Memelihara Generasi Muda
Pelaku
begal geng motor kebanyakan masih kategori usia pemuda bahkan remaja. Kenyataan ini tentu
memiriskan, mengingat di tangan generasi mudalah, kejayaan bangsa ditumpukan. Untuk
itu, memandang masalah ini dari sisi lain, bahwa pelaku begal, juga merupakan korban
dari kerasnya hidup di zaman modern, juga perlu dipertimbangkan. Perspektif ini
perlu digunakan, agar pemberantasan begal, tidak lagi fokus sekadar pada
pemberian efek jera kepada pelaku begal yang nota bene pemuda dan remaja, tetapi juga
mengutamakan upaya pencegahan.
Upaya
memelihara generasi muda, menjadi penting untuk segera dilakukan. Memelihara berarti melindungi
dari melakukan tindakan negatif, semisal terlibat dalam aksi pembegalan. Upaya melindungi
berarti menghindarkan generasi muda dari kungkungan lingkungan yang memaksa, atau
setidaknya, memberi sugesti kepada mereka untuk melakukan aksi pembegalan.
Ruang lingkup perlindungan ini misalnya memberantas penyalahgunaan miras dan
narkotika, juga pergaulan bebas.
Melindungi generasi muda dari tayangan-tayangan yang mempertontonkan contoh yang tak baik, juga
perlu dilakukan.

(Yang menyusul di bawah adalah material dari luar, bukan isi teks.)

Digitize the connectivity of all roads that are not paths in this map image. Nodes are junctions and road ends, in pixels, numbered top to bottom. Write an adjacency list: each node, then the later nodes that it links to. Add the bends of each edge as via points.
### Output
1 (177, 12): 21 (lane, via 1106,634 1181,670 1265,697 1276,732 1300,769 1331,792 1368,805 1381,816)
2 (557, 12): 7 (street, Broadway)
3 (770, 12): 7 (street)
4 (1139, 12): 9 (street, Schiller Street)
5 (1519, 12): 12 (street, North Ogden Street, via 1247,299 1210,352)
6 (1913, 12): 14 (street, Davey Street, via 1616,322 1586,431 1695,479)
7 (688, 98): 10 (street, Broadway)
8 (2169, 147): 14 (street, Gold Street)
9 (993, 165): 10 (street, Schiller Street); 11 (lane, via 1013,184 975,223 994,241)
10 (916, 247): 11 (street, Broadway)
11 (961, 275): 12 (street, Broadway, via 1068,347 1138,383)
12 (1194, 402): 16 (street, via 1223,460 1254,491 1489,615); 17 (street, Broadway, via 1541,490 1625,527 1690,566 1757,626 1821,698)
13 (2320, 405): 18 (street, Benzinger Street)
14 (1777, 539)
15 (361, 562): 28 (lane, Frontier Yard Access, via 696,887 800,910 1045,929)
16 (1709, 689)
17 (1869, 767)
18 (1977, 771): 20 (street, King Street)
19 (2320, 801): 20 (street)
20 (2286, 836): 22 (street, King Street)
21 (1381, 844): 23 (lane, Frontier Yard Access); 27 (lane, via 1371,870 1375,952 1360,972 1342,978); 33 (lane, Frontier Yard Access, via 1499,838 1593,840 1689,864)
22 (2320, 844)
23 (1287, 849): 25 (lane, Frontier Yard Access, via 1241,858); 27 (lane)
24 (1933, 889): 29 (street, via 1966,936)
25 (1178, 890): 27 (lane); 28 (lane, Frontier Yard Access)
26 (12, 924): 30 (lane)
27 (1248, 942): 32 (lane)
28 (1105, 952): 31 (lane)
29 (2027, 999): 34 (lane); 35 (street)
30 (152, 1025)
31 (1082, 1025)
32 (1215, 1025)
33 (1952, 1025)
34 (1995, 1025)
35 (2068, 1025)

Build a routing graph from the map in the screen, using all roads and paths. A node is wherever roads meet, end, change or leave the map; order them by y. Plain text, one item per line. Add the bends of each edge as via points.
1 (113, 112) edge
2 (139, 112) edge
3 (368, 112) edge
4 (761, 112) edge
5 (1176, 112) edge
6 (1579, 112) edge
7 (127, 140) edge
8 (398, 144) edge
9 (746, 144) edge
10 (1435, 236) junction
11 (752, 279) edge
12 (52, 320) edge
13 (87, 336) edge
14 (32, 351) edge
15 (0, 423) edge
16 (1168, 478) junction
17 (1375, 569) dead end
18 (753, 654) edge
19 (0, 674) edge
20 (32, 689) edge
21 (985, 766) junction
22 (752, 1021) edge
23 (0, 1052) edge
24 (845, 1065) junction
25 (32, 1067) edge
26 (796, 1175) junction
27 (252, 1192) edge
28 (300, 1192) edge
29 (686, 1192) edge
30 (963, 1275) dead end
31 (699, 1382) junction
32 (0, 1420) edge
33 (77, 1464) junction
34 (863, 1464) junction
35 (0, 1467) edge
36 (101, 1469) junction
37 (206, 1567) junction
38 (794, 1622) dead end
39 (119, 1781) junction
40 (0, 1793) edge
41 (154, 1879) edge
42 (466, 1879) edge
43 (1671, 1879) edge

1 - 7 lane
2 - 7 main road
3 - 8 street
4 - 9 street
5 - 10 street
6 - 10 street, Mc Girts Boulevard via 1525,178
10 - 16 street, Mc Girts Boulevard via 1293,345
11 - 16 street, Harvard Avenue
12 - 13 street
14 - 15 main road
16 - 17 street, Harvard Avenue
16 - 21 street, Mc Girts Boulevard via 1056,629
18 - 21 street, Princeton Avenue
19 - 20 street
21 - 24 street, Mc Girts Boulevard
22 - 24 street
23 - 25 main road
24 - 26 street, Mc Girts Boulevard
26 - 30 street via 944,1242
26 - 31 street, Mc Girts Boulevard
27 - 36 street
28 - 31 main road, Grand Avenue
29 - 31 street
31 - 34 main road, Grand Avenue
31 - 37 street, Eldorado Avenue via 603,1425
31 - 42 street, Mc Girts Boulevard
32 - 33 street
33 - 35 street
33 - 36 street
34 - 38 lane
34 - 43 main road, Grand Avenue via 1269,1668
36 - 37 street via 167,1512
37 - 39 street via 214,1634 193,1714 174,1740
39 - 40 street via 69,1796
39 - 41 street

Sinetron Anak Jalanan yang belakangan tenar di tengah
masyarakat, misalnya. Jelas, sinetron ini ditujukan untuk menyasar para
penonton berusia muda dengan mempertontonkan adegan yang dianggap “keren” bagi
ukuran anak labil. Imbasnya, usia remaja dan pemuda yang masih pada tahap pencarian jati
diri, terpengaruh. Anggapan ini sejalan dengan keluarnya teguran kedua Komisi
Penyiaran Indonesia (KPI) terhadap tayangan sinetron itu tanggal 12 Februari
2016, setelah terguran pertama 11 Januari 2016. Alasannya, sinetron tersebut memuat adegan pekelahian dan
pengeroyokan oleh geng motor, balap-balapan di jalan raya, penggunaan kata-kata
kasar, sampai adegan berciuman pipi antarlawan jenis.
Di
sisi lain, upaya memelihara generasi muda juga berarti mewadahi, yaitu menyediakan
lingkungan yang baik agar mereka disibukkan dengan kegiatan-kegiatan positif. Larut
dalam kegiatan positif, akan membuat para generasi muda tak berpikir untuk melakukan tindakan
yang bersifat negatif. Aktualisasi diri, dapat mereka lakukan secara baik dan positif. Bentuk
nyata dari mewadahi generasi muda adalah menyediakan lingkungan kreativitas, baik di
lingkungan keluarga, sekolah maupun masyarakat. Wujudnya dapat dengan mengadakan
kegiatan keagamaan, olahraga, dan seni secara semarak dan berkelanjutan.